The main disadvantage of this diet is that it is more demanding and labor-intensive. One should put in a lot more effort to maintain and follow this diet.
A person has to spend a lot more time in the kitchen - planning the meals, grocery shopping, and preparation of food based on the guidelines.
This diet restricts some food items that provide nutrition and health benefits, such as egg yolk.
Eating out is completely restricted, and the snacks are limited to fruits and vegetables.
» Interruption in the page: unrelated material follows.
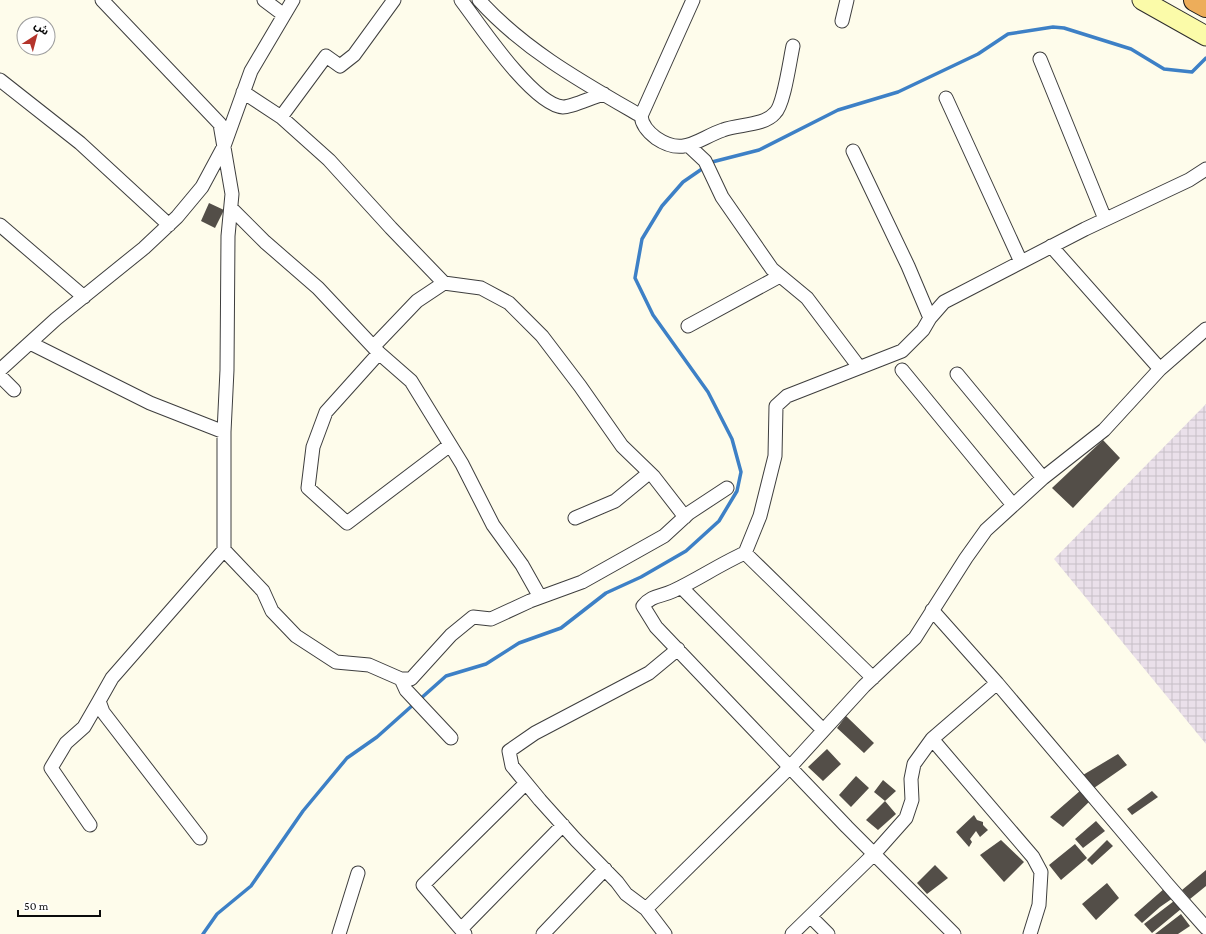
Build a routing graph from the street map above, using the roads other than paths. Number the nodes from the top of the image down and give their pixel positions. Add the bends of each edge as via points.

The Mayo Clinic diet recommends-
Fruits:
The fruit juices may be fresh, frozen, or canned - up to 120 milliliters a day.
Protein:
Protein sources are gained from canned beans, egg whites, low-sodium tuna, skinless white meat poultry, and tofu.
Dairy:
Low-fat or fat-free yogurt. Milk and cheese.
Fats:
Unsaturated fats, olive oil, nuts, and avocados.
Vegetables:
Any fresh or frozen vegetables.
Whole Grains:
Cereals, whole-grain bread, pasta, oatmeal, and brown or wild rice.
Sweets:
Sweets can include up to 75 % of calories per day, including pastries, cookies, sugar, and alcohol (which can be included only during the diet's second phase).
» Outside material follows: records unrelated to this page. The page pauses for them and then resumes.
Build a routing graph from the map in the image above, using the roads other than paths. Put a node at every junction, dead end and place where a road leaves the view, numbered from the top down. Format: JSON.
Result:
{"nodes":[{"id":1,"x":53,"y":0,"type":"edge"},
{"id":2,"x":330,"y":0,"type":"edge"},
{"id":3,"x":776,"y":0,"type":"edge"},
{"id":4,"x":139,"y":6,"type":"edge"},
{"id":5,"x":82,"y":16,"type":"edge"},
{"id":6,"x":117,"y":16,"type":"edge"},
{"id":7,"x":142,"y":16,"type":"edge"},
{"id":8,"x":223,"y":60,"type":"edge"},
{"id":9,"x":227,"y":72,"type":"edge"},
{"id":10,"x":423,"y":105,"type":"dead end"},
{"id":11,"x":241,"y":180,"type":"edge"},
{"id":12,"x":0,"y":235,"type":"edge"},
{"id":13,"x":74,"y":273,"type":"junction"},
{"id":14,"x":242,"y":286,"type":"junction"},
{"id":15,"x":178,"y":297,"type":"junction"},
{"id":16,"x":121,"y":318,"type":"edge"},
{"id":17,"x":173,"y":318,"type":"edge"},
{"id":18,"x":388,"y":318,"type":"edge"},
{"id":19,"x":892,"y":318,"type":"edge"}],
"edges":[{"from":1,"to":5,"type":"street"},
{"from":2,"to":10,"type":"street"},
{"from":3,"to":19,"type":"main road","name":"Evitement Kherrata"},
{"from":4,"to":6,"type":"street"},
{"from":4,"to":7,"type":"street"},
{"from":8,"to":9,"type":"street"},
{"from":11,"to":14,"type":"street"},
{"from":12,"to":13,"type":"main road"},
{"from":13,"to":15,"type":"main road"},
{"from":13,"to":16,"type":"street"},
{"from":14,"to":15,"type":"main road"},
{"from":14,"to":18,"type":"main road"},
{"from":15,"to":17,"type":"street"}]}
Certain foods are to be limited or avoided in the Mayo diet plan -
Fruits:
Canned fruit syrup of more than 120 milliliters per day of 100 % fruit juice and juices that are not 100 % should be avoided.
Carbohydrates:
Carbohydrates obtained in the form of refined white sugar and white flour in white bread and pasta should be completely avoided.
Vegetables:
Starchy vegetables, such as corn and potatoes
Protein:
Meats high in saturated fats, such as sausages and ground beef.
Dairy Products:
Cheese, full-fat milk, and yogurt.
Fats:
Saturated fats in butter, coconut oil, red meats, and egg yolks, and also trans fats are found in processed or packaged foods.
Sweets:
Sweets consuming more than 75 % calories per day of cookies, candies, pastries, cake, and alcoholic beverages should be limited.
Conclusion:
The Mayo Clinic diet is a balanced meal plan focused on whole grains, fruits, vegetables, and healthy fats. If a person is looking for a diet that they can maintain for life, then the Mayo Clinic diet is beneficial and the best option to adopt. Self-motivation and commitment are the two key factors involved in the success of this diet. Maintaining routine diet aids in the prevention of certain chronic diseases.